Hi Shigio

I am thinking about tackling this feature in a reasonably useful and robust
way. I am not concerned about Python 2.x, but wouldn't want to break
compatibility either. As it stands, ‘latin1’ encoding is used for
implementing something like “binary but with newlines”.

   - The current implementation of pygments_parser.py is incomplete wrt I/O
   encoding and will probably break when challenged with characters outside
   the ASCII range.
   - Encodings of any form of input that are not ASCII-compatible are
   probably not going to work at all.
   - Many OS-facing functions, such as ‘os.getenv’, but also the low-level
   parts of ‘subprocess.Popen()’ use ‘sys.getfilesystemencoding()’ for
   determining the desired encoding.
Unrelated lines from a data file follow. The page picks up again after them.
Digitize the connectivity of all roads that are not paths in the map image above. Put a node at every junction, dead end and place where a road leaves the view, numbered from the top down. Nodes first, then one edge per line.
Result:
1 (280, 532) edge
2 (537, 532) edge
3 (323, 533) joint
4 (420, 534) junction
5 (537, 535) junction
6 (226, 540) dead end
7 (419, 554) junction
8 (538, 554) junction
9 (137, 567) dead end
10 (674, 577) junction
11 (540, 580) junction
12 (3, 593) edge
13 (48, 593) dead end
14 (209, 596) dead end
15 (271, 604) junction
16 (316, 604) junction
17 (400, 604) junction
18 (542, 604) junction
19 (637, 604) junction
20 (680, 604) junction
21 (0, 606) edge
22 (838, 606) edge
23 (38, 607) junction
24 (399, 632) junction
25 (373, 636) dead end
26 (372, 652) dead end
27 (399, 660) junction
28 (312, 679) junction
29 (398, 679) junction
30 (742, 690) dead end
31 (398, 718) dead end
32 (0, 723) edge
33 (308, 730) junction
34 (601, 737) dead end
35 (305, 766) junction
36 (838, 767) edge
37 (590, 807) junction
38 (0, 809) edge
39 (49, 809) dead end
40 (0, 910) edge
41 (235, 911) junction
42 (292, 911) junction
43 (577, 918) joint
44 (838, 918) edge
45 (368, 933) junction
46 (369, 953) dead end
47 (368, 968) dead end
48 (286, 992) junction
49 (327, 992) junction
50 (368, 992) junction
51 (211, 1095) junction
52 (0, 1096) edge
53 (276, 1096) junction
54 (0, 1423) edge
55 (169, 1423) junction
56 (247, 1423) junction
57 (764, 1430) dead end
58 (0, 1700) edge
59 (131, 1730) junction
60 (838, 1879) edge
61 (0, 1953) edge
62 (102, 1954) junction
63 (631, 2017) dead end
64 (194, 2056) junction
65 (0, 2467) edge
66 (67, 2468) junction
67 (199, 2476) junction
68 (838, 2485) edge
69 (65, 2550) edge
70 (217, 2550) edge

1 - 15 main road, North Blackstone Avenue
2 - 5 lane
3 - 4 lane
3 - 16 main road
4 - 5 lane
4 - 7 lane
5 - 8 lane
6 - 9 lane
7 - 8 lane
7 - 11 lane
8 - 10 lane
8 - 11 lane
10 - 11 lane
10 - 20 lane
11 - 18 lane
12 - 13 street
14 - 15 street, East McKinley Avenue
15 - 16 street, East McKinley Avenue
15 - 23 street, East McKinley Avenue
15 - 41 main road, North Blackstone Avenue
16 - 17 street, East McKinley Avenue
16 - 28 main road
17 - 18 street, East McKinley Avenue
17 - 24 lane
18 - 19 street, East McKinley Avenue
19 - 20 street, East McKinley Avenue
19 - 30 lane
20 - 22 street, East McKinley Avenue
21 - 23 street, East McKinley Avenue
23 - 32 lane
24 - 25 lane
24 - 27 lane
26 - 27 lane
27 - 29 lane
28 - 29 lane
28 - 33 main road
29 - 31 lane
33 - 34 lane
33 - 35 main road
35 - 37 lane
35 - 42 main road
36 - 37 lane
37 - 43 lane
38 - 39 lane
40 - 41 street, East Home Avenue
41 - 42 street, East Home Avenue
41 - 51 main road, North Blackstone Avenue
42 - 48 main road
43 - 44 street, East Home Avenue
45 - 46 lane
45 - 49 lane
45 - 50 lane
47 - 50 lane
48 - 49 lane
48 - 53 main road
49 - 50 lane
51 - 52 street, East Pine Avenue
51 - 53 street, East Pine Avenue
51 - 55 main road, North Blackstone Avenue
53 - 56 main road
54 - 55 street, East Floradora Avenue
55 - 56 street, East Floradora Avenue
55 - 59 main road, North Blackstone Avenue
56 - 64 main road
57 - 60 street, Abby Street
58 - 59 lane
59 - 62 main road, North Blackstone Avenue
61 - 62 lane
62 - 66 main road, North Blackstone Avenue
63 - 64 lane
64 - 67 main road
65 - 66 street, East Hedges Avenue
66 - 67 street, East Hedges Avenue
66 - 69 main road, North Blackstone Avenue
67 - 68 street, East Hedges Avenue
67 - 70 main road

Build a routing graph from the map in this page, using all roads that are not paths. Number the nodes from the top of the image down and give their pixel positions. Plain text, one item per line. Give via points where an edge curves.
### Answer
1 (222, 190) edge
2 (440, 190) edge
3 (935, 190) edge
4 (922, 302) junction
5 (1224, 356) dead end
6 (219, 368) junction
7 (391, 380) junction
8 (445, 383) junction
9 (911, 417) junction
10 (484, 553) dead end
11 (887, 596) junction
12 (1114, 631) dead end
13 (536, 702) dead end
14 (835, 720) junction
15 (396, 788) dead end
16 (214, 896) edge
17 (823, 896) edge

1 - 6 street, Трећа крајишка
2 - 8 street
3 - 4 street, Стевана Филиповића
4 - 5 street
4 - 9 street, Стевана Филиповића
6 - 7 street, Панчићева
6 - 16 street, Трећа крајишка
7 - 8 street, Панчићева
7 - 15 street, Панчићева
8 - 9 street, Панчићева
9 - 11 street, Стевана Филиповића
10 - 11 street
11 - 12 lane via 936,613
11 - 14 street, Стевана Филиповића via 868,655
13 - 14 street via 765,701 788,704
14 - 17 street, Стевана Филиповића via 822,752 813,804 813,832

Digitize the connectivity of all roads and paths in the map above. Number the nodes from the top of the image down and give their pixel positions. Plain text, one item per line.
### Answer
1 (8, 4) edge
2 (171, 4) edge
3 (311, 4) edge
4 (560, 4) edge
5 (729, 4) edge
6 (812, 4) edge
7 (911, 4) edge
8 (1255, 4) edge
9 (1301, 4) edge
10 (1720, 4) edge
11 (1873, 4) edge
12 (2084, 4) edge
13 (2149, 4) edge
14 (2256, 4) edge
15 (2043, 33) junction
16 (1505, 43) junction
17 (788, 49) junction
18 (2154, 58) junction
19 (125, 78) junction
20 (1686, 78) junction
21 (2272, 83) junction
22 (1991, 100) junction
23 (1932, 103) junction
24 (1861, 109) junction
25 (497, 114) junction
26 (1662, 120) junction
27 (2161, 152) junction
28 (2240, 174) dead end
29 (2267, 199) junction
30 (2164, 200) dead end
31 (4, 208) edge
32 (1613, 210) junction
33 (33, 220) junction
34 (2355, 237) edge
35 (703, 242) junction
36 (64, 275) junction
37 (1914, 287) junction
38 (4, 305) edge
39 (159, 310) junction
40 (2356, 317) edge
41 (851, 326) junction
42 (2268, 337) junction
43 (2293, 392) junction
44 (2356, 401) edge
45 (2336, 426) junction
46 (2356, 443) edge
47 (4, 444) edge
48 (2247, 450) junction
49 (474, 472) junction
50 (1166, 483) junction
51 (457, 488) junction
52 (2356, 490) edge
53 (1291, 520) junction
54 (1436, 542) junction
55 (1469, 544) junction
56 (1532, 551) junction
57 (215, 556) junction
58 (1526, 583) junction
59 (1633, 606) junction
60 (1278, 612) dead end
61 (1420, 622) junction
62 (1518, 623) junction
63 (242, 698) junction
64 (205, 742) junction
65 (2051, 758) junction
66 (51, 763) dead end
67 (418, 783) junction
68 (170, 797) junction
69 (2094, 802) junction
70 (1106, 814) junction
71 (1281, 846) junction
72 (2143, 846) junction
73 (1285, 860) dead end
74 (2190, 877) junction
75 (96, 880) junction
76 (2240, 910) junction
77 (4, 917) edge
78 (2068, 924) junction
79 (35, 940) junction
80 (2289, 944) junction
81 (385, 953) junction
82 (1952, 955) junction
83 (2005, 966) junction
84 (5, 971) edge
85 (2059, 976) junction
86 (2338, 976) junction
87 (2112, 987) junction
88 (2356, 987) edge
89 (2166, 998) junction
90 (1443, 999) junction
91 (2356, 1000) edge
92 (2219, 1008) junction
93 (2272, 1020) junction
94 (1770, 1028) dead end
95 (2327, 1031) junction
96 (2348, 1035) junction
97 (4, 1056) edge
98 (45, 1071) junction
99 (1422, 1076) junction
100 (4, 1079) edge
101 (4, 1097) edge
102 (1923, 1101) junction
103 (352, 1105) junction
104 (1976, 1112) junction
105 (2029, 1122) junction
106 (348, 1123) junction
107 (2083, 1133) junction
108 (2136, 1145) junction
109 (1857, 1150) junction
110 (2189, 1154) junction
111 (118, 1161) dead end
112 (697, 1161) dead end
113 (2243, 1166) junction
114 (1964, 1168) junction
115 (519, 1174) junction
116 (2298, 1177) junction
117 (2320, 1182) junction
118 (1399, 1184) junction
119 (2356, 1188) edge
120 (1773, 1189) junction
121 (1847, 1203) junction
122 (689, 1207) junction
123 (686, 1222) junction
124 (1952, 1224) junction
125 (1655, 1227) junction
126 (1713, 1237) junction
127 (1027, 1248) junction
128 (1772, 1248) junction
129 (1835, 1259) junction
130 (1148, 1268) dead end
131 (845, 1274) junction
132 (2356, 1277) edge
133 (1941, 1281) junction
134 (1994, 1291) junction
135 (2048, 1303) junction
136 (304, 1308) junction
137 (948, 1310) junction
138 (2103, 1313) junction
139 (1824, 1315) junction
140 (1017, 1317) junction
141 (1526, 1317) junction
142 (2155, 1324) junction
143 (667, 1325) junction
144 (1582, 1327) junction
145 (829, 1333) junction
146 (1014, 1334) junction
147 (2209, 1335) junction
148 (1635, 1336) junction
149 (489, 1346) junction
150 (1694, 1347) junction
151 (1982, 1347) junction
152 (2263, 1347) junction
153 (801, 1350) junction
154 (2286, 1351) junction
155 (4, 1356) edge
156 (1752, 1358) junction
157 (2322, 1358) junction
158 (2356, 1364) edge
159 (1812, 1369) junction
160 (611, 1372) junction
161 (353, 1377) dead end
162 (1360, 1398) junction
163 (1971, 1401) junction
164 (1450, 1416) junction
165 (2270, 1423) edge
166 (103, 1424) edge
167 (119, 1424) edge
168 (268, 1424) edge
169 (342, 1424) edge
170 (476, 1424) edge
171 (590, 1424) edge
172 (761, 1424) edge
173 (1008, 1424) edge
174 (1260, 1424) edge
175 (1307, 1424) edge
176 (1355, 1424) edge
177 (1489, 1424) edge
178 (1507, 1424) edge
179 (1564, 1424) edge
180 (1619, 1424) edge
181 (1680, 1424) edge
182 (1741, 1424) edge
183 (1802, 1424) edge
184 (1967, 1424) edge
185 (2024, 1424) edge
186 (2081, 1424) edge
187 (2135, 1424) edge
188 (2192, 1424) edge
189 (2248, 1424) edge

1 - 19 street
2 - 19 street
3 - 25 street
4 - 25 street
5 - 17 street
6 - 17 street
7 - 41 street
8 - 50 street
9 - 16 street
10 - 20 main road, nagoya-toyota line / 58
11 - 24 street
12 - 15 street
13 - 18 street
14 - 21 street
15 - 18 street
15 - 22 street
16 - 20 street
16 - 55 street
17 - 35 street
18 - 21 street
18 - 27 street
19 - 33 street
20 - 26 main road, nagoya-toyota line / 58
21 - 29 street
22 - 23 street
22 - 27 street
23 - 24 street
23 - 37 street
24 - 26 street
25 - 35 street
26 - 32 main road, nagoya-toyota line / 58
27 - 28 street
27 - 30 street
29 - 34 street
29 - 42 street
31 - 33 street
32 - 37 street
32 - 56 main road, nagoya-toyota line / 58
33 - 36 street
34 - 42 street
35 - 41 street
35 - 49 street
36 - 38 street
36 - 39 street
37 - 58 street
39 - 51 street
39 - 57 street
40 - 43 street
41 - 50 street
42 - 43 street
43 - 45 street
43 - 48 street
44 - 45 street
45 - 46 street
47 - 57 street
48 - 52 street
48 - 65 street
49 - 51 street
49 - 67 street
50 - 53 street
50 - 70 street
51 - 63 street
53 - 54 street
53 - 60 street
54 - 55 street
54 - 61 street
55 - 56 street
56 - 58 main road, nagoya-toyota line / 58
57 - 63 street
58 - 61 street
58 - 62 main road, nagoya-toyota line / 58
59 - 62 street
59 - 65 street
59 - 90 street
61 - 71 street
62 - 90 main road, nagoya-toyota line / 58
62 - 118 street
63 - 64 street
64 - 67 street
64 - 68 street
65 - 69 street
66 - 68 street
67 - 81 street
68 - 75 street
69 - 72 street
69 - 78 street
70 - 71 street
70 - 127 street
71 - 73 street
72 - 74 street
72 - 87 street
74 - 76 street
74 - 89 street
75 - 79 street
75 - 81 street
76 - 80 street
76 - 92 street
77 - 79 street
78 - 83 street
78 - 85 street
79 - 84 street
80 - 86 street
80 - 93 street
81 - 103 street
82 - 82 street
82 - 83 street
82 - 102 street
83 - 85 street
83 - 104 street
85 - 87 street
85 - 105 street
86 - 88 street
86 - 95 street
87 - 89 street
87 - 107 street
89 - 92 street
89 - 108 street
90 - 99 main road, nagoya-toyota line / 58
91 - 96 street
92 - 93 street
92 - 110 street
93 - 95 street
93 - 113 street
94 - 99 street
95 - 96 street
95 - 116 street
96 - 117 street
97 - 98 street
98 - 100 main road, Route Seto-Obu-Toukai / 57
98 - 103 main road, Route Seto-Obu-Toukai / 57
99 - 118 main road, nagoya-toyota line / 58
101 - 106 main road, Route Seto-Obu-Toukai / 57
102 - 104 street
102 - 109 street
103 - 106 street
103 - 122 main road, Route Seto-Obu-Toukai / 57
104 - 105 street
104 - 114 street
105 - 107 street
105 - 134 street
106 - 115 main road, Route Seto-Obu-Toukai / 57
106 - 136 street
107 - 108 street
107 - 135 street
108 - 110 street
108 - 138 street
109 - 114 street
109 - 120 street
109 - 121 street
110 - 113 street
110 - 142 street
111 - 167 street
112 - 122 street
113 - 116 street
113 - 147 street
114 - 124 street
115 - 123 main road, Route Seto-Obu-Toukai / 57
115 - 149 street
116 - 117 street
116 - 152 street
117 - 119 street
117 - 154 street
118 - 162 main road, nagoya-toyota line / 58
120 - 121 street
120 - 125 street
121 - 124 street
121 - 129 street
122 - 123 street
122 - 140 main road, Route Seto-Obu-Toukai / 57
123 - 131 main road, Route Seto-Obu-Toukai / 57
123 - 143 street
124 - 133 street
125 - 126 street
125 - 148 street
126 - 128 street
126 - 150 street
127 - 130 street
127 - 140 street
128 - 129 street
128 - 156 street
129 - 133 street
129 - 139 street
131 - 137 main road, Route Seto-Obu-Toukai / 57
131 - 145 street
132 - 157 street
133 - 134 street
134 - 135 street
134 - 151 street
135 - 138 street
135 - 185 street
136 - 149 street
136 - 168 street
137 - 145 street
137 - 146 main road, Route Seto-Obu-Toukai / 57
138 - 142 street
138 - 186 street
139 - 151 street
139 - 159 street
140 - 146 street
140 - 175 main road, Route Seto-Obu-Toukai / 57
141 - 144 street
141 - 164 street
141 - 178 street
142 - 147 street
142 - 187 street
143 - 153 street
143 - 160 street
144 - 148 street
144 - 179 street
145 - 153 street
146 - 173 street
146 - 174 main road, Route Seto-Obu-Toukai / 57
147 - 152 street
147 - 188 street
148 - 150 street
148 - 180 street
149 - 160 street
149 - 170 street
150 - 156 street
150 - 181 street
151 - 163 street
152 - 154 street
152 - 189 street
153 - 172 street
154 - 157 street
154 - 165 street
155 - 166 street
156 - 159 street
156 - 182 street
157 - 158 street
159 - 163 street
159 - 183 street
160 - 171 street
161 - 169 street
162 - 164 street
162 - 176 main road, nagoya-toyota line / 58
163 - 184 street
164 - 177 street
Most current unixoid OS are configured to
   UTF-8 based locales, and even Python on Windows defaults to UTF-8 for
   OS-facing encoding (since 2016, Python 3.6+, PEP 529).
   - Any non-ASCII content of gtags.conf is most likely going to break
   pygments_parser.py in one way or another. I'd propose to rely on
   ‘sys.getfilesystemencoding()’ as well for reading.
   - Source code must be presented to Pygment's Lexers as string.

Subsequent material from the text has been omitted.